== Stored data ==
* * * *
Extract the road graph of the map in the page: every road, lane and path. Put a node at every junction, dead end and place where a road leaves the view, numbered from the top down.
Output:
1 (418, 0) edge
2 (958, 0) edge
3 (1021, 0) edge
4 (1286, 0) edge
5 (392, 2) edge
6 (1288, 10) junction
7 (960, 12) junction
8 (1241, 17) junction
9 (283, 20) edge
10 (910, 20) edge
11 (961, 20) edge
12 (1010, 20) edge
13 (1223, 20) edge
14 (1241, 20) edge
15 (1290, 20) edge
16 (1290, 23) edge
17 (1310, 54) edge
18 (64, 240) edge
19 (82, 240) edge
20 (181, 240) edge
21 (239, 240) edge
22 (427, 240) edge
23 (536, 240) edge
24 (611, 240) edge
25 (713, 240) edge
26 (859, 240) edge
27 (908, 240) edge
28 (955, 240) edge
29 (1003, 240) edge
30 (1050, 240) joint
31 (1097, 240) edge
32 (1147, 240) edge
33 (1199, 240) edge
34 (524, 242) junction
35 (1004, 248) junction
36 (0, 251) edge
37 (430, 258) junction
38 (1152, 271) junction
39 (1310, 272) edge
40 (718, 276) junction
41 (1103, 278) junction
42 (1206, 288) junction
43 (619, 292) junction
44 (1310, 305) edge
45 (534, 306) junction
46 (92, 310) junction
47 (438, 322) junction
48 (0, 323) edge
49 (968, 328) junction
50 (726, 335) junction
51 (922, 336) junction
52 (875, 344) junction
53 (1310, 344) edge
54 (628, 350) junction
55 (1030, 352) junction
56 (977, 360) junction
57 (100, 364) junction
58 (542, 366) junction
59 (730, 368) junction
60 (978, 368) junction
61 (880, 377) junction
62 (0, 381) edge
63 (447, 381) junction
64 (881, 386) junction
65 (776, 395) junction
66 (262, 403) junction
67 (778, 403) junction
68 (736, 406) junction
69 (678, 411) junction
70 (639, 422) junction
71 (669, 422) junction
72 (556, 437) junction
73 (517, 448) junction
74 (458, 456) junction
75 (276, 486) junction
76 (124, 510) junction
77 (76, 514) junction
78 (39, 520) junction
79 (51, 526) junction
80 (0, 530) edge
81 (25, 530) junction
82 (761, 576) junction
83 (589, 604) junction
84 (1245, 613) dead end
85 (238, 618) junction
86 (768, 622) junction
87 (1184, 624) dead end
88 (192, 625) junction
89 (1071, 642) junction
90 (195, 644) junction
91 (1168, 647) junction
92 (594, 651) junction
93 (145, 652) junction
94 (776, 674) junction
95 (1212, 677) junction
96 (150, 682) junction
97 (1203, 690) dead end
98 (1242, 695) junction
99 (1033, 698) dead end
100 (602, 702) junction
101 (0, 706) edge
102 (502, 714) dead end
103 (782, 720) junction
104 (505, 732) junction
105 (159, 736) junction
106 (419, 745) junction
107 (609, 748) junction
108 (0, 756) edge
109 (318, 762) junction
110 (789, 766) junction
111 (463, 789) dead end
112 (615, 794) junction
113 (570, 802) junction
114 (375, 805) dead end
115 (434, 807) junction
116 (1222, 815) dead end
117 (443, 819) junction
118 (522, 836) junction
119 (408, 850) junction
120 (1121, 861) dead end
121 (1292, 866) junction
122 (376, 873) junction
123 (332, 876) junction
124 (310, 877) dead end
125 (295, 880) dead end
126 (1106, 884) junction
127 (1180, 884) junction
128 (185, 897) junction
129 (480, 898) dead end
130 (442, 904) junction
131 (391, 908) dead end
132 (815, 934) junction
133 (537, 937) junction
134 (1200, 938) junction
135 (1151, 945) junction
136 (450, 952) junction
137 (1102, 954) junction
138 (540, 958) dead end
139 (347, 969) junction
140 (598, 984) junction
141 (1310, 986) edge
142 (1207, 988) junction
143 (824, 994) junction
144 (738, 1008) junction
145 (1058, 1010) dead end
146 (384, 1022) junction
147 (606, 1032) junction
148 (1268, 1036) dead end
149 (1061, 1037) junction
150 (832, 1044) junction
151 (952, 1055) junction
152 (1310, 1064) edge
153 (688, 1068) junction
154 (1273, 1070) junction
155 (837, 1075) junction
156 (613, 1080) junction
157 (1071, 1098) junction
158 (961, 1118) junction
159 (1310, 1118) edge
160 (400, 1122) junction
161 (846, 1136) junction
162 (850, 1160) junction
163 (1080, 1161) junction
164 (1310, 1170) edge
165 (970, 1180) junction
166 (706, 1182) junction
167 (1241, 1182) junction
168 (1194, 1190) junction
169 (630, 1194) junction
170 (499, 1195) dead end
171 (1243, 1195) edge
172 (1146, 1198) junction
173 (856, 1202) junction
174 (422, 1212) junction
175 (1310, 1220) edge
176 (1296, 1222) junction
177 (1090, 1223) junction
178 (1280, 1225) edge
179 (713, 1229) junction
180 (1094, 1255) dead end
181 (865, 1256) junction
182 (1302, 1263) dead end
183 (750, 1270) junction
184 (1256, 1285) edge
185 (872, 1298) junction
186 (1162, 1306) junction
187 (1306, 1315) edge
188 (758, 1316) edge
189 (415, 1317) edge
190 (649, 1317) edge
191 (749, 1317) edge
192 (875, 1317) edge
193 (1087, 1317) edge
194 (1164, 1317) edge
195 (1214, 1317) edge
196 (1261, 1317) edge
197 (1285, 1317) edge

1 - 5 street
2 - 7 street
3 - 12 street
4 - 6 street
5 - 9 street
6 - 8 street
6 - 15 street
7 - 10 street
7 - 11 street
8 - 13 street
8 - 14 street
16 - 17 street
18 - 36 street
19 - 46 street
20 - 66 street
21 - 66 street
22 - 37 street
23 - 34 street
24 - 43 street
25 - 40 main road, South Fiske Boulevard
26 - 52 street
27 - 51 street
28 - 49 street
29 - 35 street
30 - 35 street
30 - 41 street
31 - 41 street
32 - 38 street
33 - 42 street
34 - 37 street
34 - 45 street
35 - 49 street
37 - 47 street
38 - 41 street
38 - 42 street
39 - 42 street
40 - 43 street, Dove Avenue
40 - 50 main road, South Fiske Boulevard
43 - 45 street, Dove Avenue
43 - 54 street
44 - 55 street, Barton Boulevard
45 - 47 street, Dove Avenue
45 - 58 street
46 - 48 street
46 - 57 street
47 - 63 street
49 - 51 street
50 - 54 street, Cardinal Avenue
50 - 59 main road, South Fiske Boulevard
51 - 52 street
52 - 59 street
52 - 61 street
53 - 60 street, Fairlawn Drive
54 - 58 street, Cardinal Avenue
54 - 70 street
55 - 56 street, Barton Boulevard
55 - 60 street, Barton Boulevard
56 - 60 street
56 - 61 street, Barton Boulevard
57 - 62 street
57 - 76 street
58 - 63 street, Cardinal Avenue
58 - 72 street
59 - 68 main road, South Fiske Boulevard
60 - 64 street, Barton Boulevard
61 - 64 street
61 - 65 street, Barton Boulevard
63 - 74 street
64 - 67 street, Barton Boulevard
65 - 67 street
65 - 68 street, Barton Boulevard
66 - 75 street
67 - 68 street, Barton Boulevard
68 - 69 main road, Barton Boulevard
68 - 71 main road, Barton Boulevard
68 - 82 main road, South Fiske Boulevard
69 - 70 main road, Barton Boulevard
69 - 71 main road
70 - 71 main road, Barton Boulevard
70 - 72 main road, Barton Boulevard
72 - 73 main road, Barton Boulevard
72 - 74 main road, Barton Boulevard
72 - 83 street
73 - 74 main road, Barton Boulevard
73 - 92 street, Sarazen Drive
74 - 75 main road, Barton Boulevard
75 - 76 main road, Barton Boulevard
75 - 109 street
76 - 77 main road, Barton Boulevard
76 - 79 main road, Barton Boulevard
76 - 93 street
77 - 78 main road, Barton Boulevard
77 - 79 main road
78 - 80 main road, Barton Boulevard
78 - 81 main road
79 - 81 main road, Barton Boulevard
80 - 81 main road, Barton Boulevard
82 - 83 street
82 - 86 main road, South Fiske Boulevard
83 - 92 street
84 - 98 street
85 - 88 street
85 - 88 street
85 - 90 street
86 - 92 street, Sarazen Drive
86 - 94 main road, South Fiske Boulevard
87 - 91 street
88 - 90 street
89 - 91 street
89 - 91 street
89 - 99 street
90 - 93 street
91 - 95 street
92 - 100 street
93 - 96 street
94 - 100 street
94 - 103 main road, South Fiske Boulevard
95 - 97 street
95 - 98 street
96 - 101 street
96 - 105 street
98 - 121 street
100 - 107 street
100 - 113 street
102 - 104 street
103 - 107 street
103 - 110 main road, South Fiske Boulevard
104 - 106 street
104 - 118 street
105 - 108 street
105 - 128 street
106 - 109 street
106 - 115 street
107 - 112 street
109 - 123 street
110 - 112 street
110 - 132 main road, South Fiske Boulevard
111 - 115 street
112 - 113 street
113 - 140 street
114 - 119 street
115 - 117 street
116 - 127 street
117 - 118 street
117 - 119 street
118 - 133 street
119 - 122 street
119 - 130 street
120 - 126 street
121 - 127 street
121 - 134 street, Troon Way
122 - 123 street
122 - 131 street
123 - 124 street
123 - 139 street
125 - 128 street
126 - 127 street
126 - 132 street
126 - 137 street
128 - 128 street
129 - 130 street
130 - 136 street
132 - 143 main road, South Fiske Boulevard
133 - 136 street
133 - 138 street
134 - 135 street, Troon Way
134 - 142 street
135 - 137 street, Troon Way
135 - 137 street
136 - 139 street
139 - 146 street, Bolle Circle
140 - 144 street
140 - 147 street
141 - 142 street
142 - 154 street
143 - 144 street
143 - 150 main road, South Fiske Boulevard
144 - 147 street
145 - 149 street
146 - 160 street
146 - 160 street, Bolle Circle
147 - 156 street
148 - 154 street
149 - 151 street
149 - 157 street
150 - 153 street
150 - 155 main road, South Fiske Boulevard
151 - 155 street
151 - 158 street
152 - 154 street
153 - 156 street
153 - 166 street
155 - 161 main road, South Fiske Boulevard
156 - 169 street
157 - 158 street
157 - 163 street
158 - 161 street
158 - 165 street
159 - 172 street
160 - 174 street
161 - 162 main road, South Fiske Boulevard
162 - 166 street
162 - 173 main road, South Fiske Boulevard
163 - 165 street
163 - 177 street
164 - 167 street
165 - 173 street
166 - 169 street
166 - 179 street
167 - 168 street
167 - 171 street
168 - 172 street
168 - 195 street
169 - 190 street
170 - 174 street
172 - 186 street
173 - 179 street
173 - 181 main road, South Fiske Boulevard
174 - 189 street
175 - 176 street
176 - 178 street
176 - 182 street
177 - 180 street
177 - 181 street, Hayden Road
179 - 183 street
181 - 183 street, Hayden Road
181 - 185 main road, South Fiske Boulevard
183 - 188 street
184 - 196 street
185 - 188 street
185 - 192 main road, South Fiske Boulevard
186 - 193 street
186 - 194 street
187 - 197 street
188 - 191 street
* * * *
== ACTION ITEM ==
Working from the records above, tally the lines that contain "Dove" and give only the total.

== WRITTEN ANSWER ==
3